Hoje no Café Calcinha, em Loulé, entre as 17h e as 19h, irá ser assinalado o 1º Aniversario das Famílias Aleixo (acolhimento familiar no Algarve).

No decorrer do evento, será apresentada a resposta social de acolhimento familiar no Algarve (entidades responsáveis Fundação António “Famílias Aleixo” e AIPAR – Associação de Proteção à Rapariga e à Família em Faro), bem como os dados sobre este 1º ano da resposta social das Famílias Aleixo interveniente nos concelho de Loulé, São Brás de Alportel, Olhão, Albufeira, Lagos, Monchique, Vila do Bispo e Aljezur, sendo os restantes concelhos do Algarve geridos pela AIPAR.
Será também apresentada a campanha de angariação de fundos no decorrer do ALUT (Algarviana Ultra Trail) apadrinhada pelo Filipe Conceição, lida uma historia que aborda o acolhimento familiar e convidadas algumas instituições e individualidades para apadrinhamento das “Famílias Aleixo”.
A Fundação António Aleixo abraçou o desafio de ser instituição de enquadramento da Resposta Social – Famílias de Acolhimento. As Famílias Aleixo são uma Resposta Social de Acolhimento Familiar com a abrangência distrital, em que a entidade de enquadramento é a Fundação António Aleixo.
Tem como principal missão a promoção dos direitos e garantias das crianças, consagrado pela convenção sobre os direitos da criança. “Uma criança deve viver num ambiente familiar, num clima de felicidade, amor e compreensão, para que seja possível realizar, na sua plenitude, todos os seus direitos”.

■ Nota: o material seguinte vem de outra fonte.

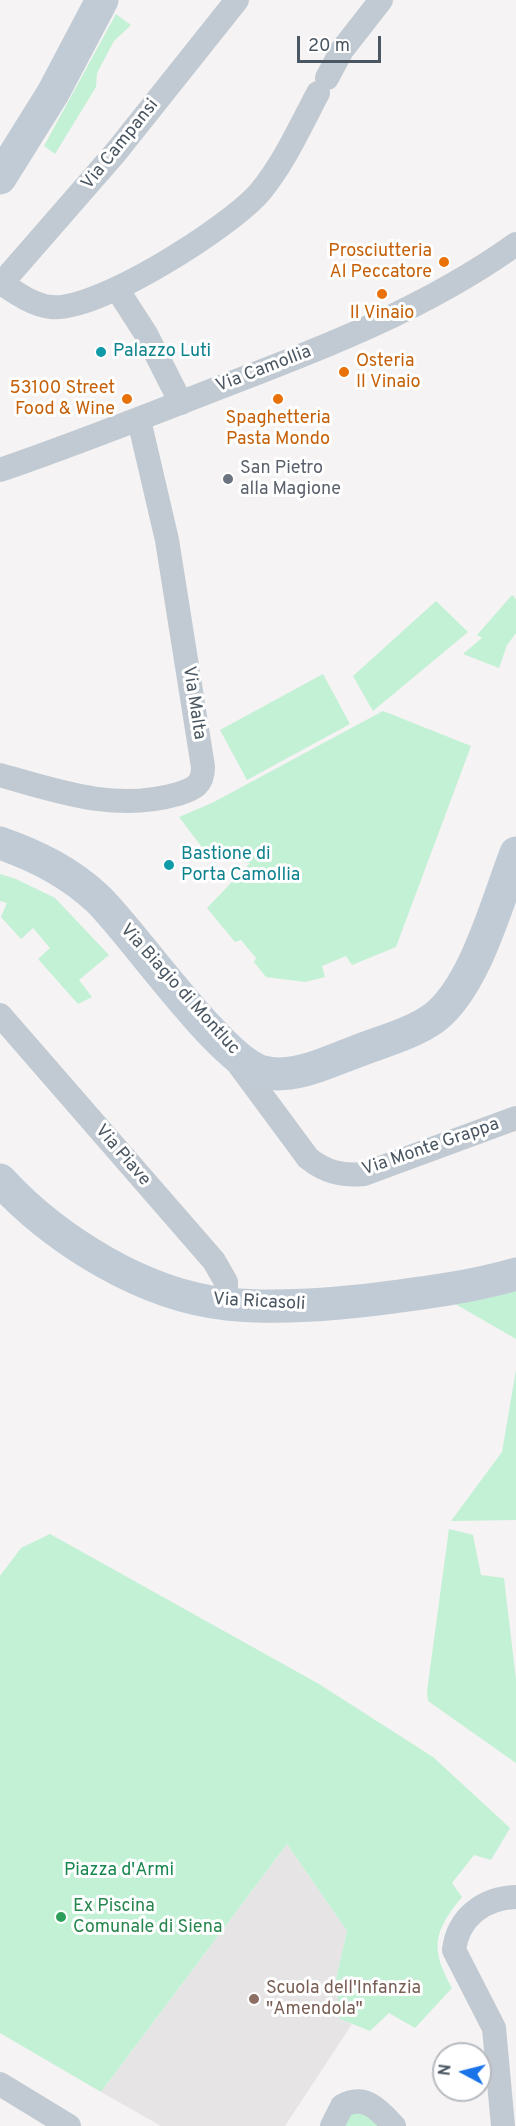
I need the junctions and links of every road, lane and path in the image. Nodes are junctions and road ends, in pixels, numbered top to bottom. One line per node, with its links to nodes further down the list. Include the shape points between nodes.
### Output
1 (102, 0): 4 (main road, via 43,110)
2 (237, 0): 6 (street, Via Campansi, via 116,152)
3 (381, 0): 7 (street, via 342,50 276,170 242,211 191,247)
4 (0, 178)
5 (516, 244): 8 (street, Via Camollia, via 470,275 378,322)
6 (1, 284): 7 (street, via 51,307)
7 (117, 289): 8 (street, via 146,334)
8 (181, 403): 9 (street, Via Camollia)
9 (139, 420): 10 (street, Via Camollia); 11 (street, Via Malta, via 167,540 202,779 188,791 126,802 70,795)
10 (0, 470)
11 (0, 776)
12 (0, 843): 15 (main road, Via Biagio di Montluc, via 60,870 98,900)
13 (516, 853): 15 (main road, Via Biagio di Montluc, via 469,974 455,997 432,1019 291,1073 260,1072)
14 (0, 1016): 19 (street, Via Piave, via 214,1261 226,1282)
15 (226, 1047): 16 (street, Via Monte Grappa, via 308,1158 339,1174 364,1174)
16 (516, 1118)
17 (0, 1180): 19 (main road, Via Ricasoli, via 38,1218 92,1256 177,1293)
18 (516, 1274): 19 (main road, Via Ricasoli, via 467,1286 363,1301 289,1306)
19 (226, 1304)
20 (516, 1897): 25 (street, via 492,1899 481,1905 466,1918 455,1936 454,1950 494,2028)
21 (0, 2084): 22 (street)
22 (69, 2126)
23 (332, 2126): 24 (street, via 342,2106 360,2100 373,2105)
24 (394, 2126)
25 (503, 2126)

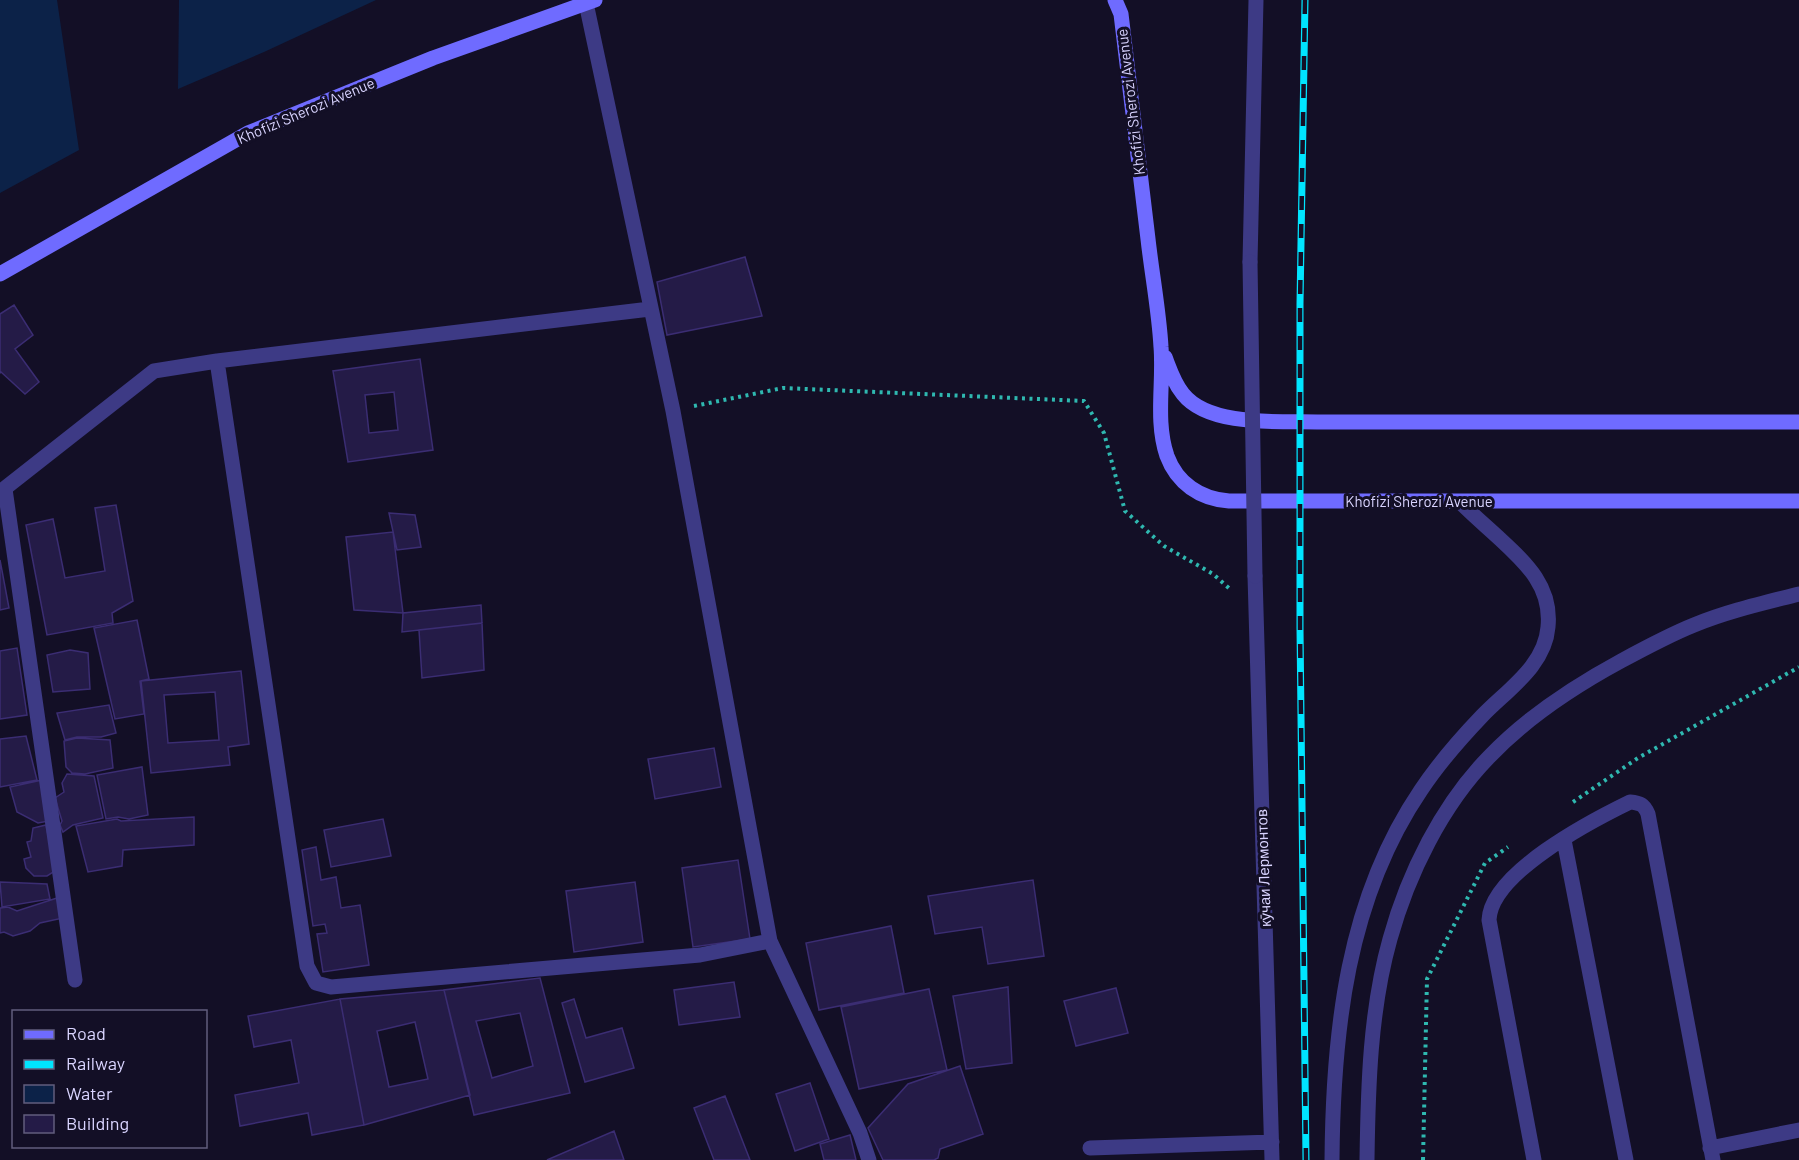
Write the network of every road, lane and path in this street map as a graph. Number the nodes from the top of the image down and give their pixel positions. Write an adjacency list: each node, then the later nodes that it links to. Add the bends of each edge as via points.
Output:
1 (1115, 0): 6 (main road, Khofizi Sherozi Avenue, via 1121,14)
2 (1256, 0): 14 (street, кӯчаи Лермонтов, bridge, via 1250,262)
3 (591, 2): 4 (main road, Khofizi Sherozi Avenue, via 433,58 248,133); 5 (street)
4 (0, 274)
5 (650, 309): 7 (street); 8 (street)
6 (1161, 348): 9 (main road, Khofizi Sherozi Avenue, via 1184,396 1212,413 1246,419); 12 (main road, Khofizi Sherozi Avenue, via 1163,443 1175,471 1205,497 1229,501)
7 (217, 361): 10 (street, via 154,371); 16 (street, via 307,966 316,983 331,987 700,955)
8 (673, 411): 14 (path, via 783,388 1084,400 1104,434 1125,511 1164,546 1213,574); 16 (street)
9 (1799, 422)
10 (3, 491): 17 (street)
11 (1799, 501): 12 (main road, Khofizi Sherozi Avenue)
12 (1460, 502): 25 (street, via 1537,576 1547,600 1548,628 1532,666 1464,735 1422,789 1373,882 1356,932 1343,999)
13 (1799, 594): 26 (street, via 1693,625 1604,670 1525,723 1472,776 1420,862 1390,939 1374,1030)
14 (1257, 613): 20 (street, кӯчаи Лермонтов)
15 (1564, 840): 22 (street, via 1630,802 1646,807); 27 (street, via 1510,880 1493,902 1489,920); 28 (street)
16 (770, 941): 23 (street)
17 (75, 980)
18 (1791, 1132): 19 (street); 22 (street)
19 (1799, 1140)
20 (1272, 1142): 21 (street); 24 (street, кӯчаи Лермонтов)
21 (1090, 1148)
22 (1712, 1154)
23 (869, 1160)
24 (1272, 1160)
25 (1332, 1160)
26 (1367, 1160)
27 (1534, 1160)
28 (1626, 1160)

A referida resposta social surge com a aprovação do decreto lei 139/2019, de 16 setembro e teve início em novembro de 2022, cujo objetivo é promover o acolhimento familiar, no distrito de Faro, de crianças dos 0 aos 6 anos, sendo responsável pela resposta nos concelhos de Loulé, São Brás de Alportel, Olhão, Albufeira, Lagos, Monchique, Vila do Bispo e Aljezur.
Os restantes concelhos serão trabalhados pela AIPAR, com sede em Faro.
A fase inicial da vida é extraordinariamente relevante para a arquitetura do cérebro em maturação, tendo impactos na saúde e no desenvolvimento físico e cognitivo, segurança emocional e apego, identidade cultural e pessoal e desenvolvimento de competência da criança.
“É na família que as crianças se transformam em pessoas com uma vida mental organizada, que aprendem a amar, porque têm a experiência de terem sido, um dia, sonhadas e amadas”.
Os efeitos nefastos da carência ou privação, total ou parcial, dos cuidados maternos, resultantes da interação insuficiente entre a criança e o sujeito, pela ausência de uma figura cuidadora ou pela descontinuidade e insegurança nas relações estabelecida, poderão ser minimizadas quando é oferecida à criança uma figura de vinculação de substituição. Na ausência da figura materna, ela pode estabelecer uma relação estável e reasseguradora, minimizando a experiência de privação e os danos daí decorrentes com figuras parentais de substituição.
Perante esta realidade, o projeto está empenhado em trabalhar para que TODAS AS NOSSAS CRIANÇAS tenham direito a crescer numa família.